# INSTRUCTIONS FOR THE TASK:
Return every line of the data exactly as it stands.
[[ MATERIAL PROVIDED open ]]
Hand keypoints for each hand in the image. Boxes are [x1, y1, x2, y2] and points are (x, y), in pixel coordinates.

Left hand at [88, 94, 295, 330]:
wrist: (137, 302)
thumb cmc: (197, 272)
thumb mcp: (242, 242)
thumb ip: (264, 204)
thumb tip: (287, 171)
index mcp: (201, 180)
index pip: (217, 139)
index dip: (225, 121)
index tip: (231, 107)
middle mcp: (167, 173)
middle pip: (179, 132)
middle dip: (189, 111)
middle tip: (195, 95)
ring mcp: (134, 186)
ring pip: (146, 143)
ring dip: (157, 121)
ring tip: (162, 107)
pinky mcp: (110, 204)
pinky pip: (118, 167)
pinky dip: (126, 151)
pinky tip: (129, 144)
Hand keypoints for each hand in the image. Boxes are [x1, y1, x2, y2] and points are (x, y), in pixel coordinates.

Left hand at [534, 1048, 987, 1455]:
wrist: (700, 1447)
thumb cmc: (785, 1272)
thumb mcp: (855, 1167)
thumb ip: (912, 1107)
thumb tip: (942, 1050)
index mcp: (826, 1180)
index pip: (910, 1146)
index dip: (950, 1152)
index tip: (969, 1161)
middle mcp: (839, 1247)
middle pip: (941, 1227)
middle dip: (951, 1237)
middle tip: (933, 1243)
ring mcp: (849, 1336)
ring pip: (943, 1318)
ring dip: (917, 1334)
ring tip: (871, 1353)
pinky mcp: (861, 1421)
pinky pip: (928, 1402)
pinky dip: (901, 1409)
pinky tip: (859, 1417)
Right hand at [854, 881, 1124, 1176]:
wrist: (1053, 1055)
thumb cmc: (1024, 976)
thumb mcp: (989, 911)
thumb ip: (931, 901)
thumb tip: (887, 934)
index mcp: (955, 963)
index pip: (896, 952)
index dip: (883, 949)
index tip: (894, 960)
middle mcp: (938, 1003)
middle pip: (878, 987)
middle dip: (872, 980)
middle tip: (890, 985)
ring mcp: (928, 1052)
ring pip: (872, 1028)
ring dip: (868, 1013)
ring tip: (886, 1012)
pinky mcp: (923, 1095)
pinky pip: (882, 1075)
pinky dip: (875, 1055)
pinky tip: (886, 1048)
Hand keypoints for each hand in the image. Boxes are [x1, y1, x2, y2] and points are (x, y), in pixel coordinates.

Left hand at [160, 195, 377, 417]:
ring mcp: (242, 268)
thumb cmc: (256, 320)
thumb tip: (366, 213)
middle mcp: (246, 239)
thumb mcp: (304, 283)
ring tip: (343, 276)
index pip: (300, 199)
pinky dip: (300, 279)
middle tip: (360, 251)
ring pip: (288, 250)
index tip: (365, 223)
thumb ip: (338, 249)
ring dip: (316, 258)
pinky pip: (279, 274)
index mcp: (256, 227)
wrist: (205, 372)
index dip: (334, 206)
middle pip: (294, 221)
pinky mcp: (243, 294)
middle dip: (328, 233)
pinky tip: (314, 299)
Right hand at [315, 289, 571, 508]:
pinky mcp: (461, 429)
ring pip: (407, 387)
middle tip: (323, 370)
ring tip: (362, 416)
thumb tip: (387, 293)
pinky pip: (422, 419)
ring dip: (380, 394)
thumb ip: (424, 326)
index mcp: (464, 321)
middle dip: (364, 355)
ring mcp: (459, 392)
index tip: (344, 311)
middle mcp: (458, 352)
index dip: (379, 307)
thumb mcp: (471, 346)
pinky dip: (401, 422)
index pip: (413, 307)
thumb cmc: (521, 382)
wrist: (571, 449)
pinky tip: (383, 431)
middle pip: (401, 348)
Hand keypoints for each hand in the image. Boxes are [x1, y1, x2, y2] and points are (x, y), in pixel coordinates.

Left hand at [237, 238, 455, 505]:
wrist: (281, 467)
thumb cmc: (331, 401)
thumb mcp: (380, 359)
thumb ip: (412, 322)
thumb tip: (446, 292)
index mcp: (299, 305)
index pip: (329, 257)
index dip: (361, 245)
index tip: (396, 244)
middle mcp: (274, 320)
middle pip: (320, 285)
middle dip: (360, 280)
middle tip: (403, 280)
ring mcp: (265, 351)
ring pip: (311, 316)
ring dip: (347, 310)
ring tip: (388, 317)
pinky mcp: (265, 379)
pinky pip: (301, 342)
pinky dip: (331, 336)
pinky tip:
[[ MATERIAL PROVIDED closed ]]
# WRITTEN REPLY:
Hand keypoints for each hand in the image. Boxes are [x1, y1, x2, y2] and points are (x, y), in pixel coordinates.

Left hand at [88, 94, 295, 330]:
wrist: (137, 302)
thumb cmc: (197, 272)
thumb mcp: (242, 242)
thumb ip: (264, 204)
thumb tip: (287, 171)
index mcp: (201, 180)
index pip: (217, 139)
index dip: (225, 121)
index tip: (231, 107)
middle mcp: (167, 173)
middle pip: (179, 132)
middle dip: (189, 111)
middle tip: (195, 95)
ring mcp: (134, 186)
ring pip: (146, 143)
ring dip: (157, 121)
ring tip: (162, 107)
pinky mcp: (110, 204)
pinky pip: (118, 167)
pinky dip: (126, 151)
pinky tip: (129, 144)
Hand keypoints for each hand in the image. Boxes are [x1, y1, x2, y2] and points are (x, y), in pixel coordinates.

Left hand at [534, 1048, 987, 1455]:
wrist: (700, 1447)
thumb cmc: (785, 1272)
thumb mcp: (855, 1167)
thumb ip: (912, 1107)
thumb tip: (942, 1050)
index mcp: (826, 1180)
index pip: (910, 1146)
index dip: (950, 1152)
index tip: (969, 1161)
middle mcp: (839, 1247)
middle pip: (941, 1227)
middle dip: (951, 1237)
middle tip: (933, 1243)
ring mcp: (849, 1336)
ring pip: (943, 1318)
ring dip: (917, 1334)
ring tip: (871, 1353)
pinky mcp: (861, 1421)
pinky pip: (928, 1402)
pinky dip: (901, 1409)
pinky tip: (859, 1417)
Right hand at [854, 881, 1124, 1176]:
wrist: (1053, 1055)
thumb cmc: (1024, 976)
thumb mcp: (989, 911)
thumb ip: (931, 901)
thumb tip: (887, 934)
index mcp: (955, 963)
index pip: (896, 952)
index dip: (883, 949)
index tip: (894, 960)
middle mcp: (938, 1003)
middle pip: (878, 987)
middle dip: (872, 980)
middle tip: (890, 985)
ring mcp: (928, 1052)
ring pip: (872, 1028)
ring dip: (868, 1013)
ring tip: (886, 1012)
pinky mcp: (923, 1095)
pinky pip: (882, 1075)
pinky dip: (875, 1055)
pinky tip: (886, 1048)
Hand keypoints for each hand in the image. Boxes are [x1, y1, x2, y2] and points are (x, y), in pixel coordinates.

Left hand at [160, 195, 377, 417]:
ring mcp: (242, 268)
thumb cmc: (256, 320)
thumb tip: (366, 213)
middle mcp: (246, 239)
thumb mcp: (304, 283)
ring tip: (343, 276)
index pip: (300, 199)
pinky dip: (300, 279)
middle tip: (360, 251)
ring pip: (288, 250)
index tip: (365, 223)
thumb ip: (338, 249)
ring dip: (316, 258)
pinky pip: (279, 274)
index mcp: (256, 227)
wrist: (205, 372)
index dip: (334, 206)
middle pip: (294, 221)
pinky mcp: (243, 294)
middle dip: (328, 233)
pinky tip: (314, 299)
Right hand at [315, 289, 571, 508]:
pinky mcp: (461, 429)
ring pip: (407, 387)
middle tip: (323, 370)
ring tip: (362, 416)
thumb tip: (387, 293)
pinky pip: (422, 419)
ring dip: (380, 394)
thumb ip: (424, 326)
index mcp: (464, 321)
middle dip: (364, 355)
ring mcp: (459, 392)
index tip: (344, 311)
middle mcp: (458, 352)
index dip: (379, 307)
thumb mcp: (471, 346)
pinky dip: (401, 422)
index pip: (413, 307)
thumb cmc: (521, 382)
wrist: (571, 449)
pinky tip: (383, 431)
middle pip: (401, 348)
Hand keypoints for each hand in the image. Boxes are [x1, y1, x2, y2] and points are (x, y), in pixel coordinates.

Left hand at [237, 238, 455, 505]:
wrist: (281, 467)
thumb cmc: (331, 401)
thumb mcp: (380, 359)
thumb ip: (412, 322)
thumb tip: (446, 292)
index mcp: (299, 305)
index pip: (329, 257)
index dip: (361, 245)
index tip: (396, 244)
middle mcp: (274, 320)
middle pip: (320, 285)
middle dip: (360, 280)
middle tip: (403, 280)
ring mcp: (265, 351)
ring pip: (311, 316)
ring dip: (347, 310)
ring tip: (388, 317)
pinky mcp: (265, 379)
pinky pip: (301, 342)
pinky dip: (331, 336)
pinky tip:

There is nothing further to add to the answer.